--- START ---

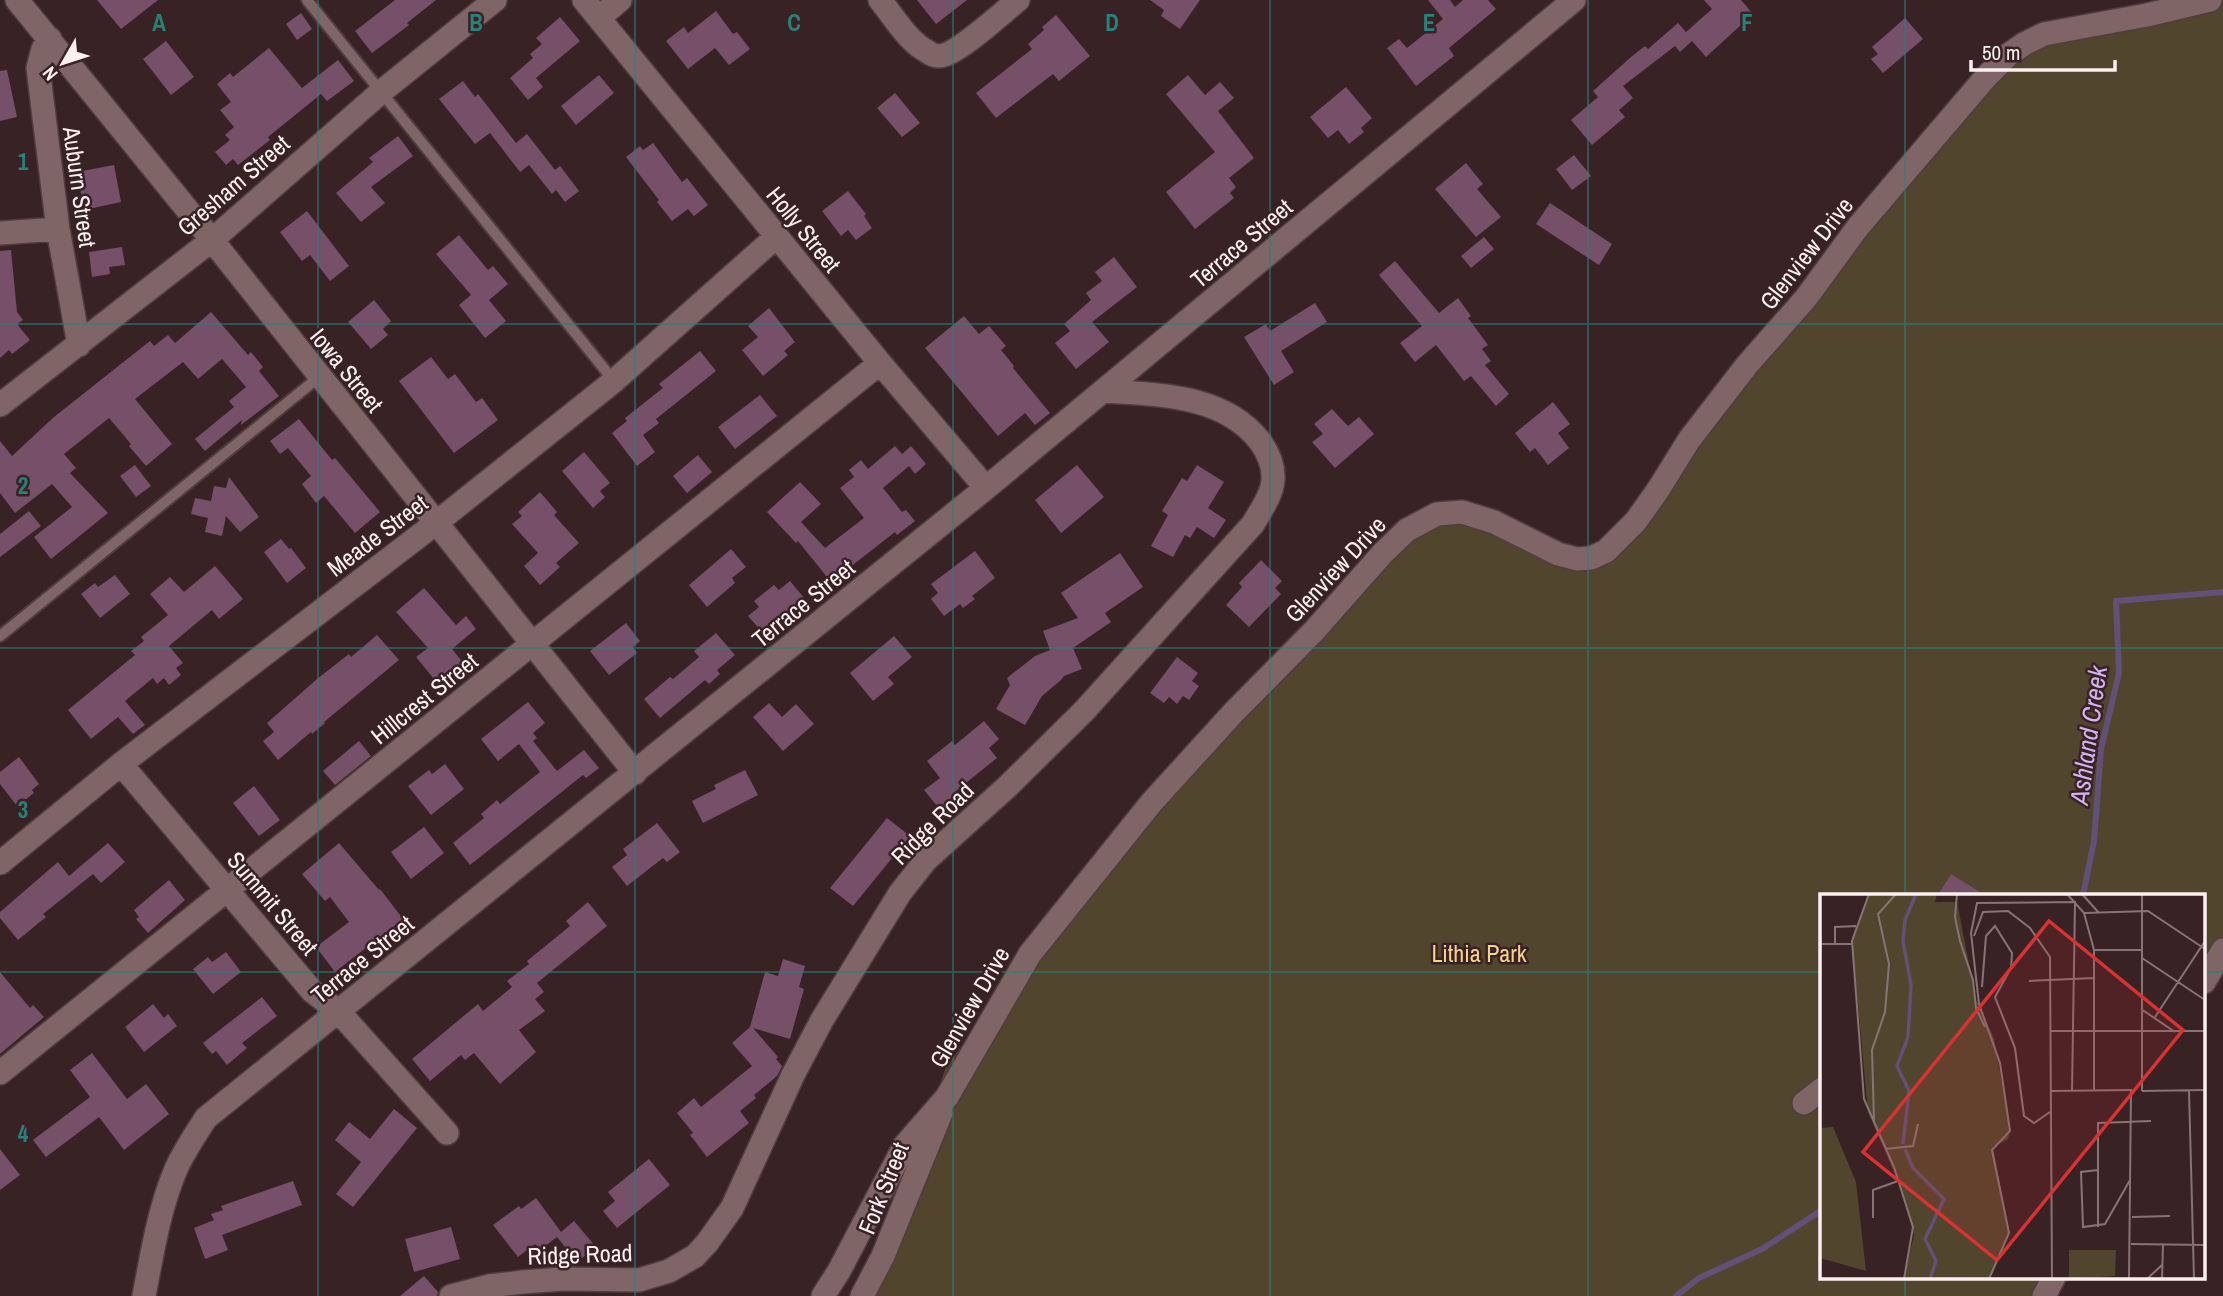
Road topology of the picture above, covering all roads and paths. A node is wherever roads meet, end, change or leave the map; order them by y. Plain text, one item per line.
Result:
1 (17, 0) edge
2 (307, 0) edge
3 (495, 0) edge
4 (620, 0) edge
5 (880, 0) edge
6 (1018, 0) edge
7 (1574, 0) edge
8 (2199, 2) edge
9 (592, 9) edge
10 (50, 39) junction
11 (381, 92) junction
12 (58, 229) junction
13 (0, 233) edge
14 (777, 236) junction
15 (212, 240) junction
16 (79, 345) junction
17 (880, 363) junction
18 (319, 377) junction
19 (614, 381) junction
20 (1104, 391) junction
21 (0, 405) edge
22 (986, 488) junction
23 (436, 523) junction
24 (0, 636) edge
25 (534, 644) junction
26 (121, 764) junction
27 (635, 773) junction
28 (0, 863) edge
29 (228, 890) junction
30 (2223, 950) edge
31 (2206, 979) edge
32 (339, 1012) junction
33 (0, 1073) edge
34 (947, 1097) junction
35 (447, 1133) dead end
36 (2053, 1278) edge
37 (144, 1296) edge
38 (451, 1296) edge
39 (823, 1296) edge
40 (862, 1296) edge
41 (2044, 1296) edge

1 - 10 street, Iowa Street
2 - 11 lane
3 - 11 street, Gresham Street
4 - 9 street
5 - 6 street
7 - 20 street, Terrace Street
8 - 34 street, Glenview Drive
9 - 14 street, Holly Street
10 - 12 street, Auburn Street
10 - 15 street, Iowa Street
11 - 15 street, Gresham Street
11 - 19 lane
12 - 13 street
12 - 16 street, Auburn Street
14 - 17 street, Holly Street
14 - 19 street, Meade Street
15 - 16 street, Gresham Street
15 - 18 street, Iowa Street
16 - 21 street, Gresham Street
17 - 22 street, Holly Street
17 - 25 street, Hillcrest Street
18 - 23 street, Iowa Street
18 - 24 lane
19 - 23 street, Meade Street
20 - 22 street, Terrace Street
20 - 38 street, Ridge Road
22 - 27 street, Terrace Street
23 - 25 street, Iowa Street
23 - 26 street, Meade Street
25 - 27 street, Iowa Street
25 - 29 street, Hillcrest Street
26 - 28 street, Meade Street
26 - 29 street, Summit Street
27 - 32 street, Terrace Street
29 - 32 street, Summit Street
29 - 33 street, Hillcrest Street
30 - 31 street
32 - 35 street, Summit Street
32 - 37 street, Terrace Street
34 - 39 street, Glenview Drive
34 - 40 street, Fork Street
36 - 41 street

--- END ---

◆ TASK DESCRIPTION: Within the records above, count the lines that hold the word "Holly" and give only that number.

◆ RESULT OF THE EXERCISE: 3